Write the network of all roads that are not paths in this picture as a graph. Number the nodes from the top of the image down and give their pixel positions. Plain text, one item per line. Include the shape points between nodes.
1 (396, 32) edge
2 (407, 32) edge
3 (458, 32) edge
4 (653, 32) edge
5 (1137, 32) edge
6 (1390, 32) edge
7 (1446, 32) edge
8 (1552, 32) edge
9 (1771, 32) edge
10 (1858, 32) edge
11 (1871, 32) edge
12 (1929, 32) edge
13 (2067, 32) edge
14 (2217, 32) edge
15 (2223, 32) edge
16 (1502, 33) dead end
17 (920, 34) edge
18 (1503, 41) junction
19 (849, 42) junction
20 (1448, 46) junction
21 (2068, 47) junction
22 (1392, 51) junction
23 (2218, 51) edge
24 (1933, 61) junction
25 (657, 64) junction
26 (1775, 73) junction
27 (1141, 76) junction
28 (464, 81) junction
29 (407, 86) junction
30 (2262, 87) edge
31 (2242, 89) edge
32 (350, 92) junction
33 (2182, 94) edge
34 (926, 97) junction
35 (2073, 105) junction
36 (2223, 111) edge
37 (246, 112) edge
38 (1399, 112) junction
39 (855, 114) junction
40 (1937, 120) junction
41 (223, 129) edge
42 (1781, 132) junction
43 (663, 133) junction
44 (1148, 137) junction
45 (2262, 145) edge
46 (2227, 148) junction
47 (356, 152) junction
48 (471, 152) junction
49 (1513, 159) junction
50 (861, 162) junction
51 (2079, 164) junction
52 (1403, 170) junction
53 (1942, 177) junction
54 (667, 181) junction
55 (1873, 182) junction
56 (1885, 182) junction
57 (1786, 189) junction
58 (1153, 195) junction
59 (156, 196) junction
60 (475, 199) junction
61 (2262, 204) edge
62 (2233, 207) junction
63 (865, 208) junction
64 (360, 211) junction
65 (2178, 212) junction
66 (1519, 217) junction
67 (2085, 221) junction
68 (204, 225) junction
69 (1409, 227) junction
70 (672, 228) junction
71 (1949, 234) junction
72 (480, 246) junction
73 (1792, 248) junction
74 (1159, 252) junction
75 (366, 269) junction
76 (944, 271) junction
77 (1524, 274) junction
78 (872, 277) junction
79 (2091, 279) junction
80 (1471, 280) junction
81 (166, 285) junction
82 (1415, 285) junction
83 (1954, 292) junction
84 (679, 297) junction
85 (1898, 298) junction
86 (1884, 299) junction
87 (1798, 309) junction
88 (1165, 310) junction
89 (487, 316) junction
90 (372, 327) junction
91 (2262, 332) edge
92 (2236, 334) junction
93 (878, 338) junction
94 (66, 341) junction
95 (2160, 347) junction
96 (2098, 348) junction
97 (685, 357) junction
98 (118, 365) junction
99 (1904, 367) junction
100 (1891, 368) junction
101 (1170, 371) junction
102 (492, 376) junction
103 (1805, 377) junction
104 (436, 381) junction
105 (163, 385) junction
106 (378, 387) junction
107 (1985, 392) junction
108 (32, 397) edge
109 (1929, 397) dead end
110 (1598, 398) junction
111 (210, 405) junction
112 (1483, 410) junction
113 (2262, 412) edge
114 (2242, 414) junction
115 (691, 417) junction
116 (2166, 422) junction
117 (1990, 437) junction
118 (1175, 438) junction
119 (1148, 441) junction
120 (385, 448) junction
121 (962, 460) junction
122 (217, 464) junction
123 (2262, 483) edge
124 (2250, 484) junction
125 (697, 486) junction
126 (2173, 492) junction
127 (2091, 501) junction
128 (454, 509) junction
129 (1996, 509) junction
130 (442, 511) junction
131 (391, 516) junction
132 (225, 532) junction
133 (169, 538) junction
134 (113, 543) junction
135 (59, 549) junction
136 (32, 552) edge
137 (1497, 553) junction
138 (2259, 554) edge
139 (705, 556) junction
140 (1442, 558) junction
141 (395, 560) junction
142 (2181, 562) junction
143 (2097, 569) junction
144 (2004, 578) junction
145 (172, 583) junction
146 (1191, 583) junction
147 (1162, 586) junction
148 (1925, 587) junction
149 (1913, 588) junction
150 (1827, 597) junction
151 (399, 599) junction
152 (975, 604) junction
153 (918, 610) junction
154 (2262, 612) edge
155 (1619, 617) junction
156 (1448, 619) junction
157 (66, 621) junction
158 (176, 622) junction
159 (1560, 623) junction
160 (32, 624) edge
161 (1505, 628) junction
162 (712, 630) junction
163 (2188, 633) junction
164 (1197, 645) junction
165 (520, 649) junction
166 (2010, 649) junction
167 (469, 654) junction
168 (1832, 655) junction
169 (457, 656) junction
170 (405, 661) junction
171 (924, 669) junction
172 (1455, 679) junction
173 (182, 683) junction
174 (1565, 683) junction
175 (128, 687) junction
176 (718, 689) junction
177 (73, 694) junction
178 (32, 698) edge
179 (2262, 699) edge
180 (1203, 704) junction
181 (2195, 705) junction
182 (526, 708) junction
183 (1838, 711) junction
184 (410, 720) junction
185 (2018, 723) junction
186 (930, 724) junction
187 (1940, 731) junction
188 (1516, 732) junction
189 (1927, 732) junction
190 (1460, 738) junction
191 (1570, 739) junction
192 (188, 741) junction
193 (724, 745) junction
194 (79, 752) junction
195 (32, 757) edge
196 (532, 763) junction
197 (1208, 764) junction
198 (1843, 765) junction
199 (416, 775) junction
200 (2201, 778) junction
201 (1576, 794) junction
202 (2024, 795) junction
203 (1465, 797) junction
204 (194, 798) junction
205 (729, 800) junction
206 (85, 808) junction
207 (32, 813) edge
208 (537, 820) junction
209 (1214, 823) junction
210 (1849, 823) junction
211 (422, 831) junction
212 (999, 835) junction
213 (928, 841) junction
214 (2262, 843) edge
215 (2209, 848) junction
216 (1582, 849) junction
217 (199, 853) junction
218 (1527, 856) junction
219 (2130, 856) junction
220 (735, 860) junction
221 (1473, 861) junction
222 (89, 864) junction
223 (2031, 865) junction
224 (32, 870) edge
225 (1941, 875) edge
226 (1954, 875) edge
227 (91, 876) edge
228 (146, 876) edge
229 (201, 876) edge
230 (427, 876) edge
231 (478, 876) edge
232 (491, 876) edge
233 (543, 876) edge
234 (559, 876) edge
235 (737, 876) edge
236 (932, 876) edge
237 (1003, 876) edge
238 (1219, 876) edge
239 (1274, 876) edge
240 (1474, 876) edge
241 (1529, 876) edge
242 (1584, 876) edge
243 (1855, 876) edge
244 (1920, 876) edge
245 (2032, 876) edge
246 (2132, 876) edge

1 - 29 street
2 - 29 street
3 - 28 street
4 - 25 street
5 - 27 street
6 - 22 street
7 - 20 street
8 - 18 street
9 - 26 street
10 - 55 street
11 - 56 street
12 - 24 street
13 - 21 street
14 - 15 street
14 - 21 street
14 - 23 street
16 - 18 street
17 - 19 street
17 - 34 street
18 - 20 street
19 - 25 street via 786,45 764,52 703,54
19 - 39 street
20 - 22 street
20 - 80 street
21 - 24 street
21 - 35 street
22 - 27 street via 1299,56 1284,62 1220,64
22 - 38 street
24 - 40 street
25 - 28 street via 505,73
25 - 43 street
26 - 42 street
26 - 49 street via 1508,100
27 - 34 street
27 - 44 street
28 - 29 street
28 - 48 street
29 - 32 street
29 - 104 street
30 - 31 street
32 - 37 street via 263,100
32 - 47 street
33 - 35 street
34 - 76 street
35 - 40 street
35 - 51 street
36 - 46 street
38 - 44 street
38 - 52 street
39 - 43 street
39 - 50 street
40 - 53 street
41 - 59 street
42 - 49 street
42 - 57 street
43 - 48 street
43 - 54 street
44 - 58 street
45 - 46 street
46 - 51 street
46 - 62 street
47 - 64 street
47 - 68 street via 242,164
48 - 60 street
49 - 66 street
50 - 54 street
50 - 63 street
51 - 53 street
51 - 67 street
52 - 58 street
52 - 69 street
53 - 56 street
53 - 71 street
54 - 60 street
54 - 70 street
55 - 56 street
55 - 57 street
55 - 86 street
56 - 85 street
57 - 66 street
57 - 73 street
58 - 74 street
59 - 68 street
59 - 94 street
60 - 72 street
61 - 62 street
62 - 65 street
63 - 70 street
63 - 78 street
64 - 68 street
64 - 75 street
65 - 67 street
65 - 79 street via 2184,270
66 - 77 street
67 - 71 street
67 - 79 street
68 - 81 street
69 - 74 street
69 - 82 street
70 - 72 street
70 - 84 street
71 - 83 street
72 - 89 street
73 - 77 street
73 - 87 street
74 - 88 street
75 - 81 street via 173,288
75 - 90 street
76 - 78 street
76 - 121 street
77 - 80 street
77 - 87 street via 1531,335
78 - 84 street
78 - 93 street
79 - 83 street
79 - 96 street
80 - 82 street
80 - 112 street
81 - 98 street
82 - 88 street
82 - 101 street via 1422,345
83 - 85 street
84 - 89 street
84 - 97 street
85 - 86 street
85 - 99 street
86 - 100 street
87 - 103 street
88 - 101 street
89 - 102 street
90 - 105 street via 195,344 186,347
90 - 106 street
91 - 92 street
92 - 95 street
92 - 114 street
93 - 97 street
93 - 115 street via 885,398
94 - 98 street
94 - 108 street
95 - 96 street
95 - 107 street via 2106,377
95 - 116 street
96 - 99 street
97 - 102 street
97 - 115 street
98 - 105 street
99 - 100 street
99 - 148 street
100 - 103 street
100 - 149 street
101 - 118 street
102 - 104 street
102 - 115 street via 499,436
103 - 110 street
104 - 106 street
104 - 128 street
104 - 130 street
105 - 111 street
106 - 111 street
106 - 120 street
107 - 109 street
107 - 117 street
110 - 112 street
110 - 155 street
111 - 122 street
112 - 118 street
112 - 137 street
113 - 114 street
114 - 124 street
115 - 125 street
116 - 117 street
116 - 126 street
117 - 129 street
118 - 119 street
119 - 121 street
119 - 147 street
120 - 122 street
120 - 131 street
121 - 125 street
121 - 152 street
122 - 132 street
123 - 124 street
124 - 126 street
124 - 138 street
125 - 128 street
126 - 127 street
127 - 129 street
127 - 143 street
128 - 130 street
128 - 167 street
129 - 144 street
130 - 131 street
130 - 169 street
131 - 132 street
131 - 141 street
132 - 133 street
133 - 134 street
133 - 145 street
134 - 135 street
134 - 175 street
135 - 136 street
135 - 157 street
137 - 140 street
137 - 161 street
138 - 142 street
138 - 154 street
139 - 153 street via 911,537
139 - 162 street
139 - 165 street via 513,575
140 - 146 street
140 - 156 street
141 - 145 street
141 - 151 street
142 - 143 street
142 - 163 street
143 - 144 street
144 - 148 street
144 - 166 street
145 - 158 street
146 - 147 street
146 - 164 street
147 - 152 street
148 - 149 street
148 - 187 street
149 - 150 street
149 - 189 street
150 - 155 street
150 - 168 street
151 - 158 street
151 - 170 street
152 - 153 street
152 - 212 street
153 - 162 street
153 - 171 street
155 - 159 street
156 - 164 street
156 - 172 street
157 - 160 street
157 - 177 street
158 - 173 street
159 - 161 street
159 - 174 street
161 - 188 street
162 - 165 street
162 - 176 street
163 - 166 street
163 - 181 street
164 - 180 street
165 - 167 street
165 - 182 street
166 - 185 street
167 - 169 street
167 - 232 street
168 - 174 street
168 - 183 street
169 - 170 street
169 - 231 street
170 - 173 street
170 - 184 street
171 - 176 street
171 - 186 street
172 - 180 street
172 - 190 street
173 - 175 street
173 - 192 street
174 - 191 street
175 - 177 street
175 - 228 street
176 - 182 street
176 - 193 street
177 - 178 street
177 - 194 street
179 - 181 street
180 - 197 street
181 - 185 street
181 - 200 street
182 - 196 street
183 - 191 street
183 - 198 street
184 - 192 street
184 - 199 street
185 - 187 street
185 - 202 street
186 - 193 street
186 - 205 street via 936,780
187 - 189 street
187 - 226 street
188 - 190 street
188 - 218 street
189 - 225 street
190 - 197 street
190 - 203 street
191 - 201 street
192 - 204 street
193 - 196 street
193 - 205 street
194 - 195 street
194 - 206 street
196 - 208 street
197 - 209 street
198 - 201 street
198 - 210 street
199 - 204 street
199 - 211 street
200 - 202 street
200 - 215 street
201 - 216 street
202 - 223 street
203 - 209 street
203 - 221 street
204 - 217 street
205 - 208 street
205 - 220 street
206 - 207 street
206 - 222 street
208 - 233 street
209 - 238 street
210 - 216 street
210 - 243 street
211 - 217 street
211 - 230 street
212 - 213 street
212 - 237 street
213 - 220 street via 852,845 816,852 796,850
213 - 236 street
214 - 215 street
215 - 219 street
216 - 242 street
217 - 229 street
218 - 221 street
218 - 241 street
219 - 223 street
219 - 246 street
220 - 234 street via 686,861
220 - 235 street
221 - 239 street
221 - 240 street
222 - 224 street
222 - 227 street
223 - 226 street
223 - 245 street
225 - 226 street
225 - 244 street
——————
ACTIVITY: Lines that contain "dead" are the result; find them in the entries above and copy each one.

WRITTEN ANSWER:
16 (1502, 33) dead end
109 (1929, 397) dead end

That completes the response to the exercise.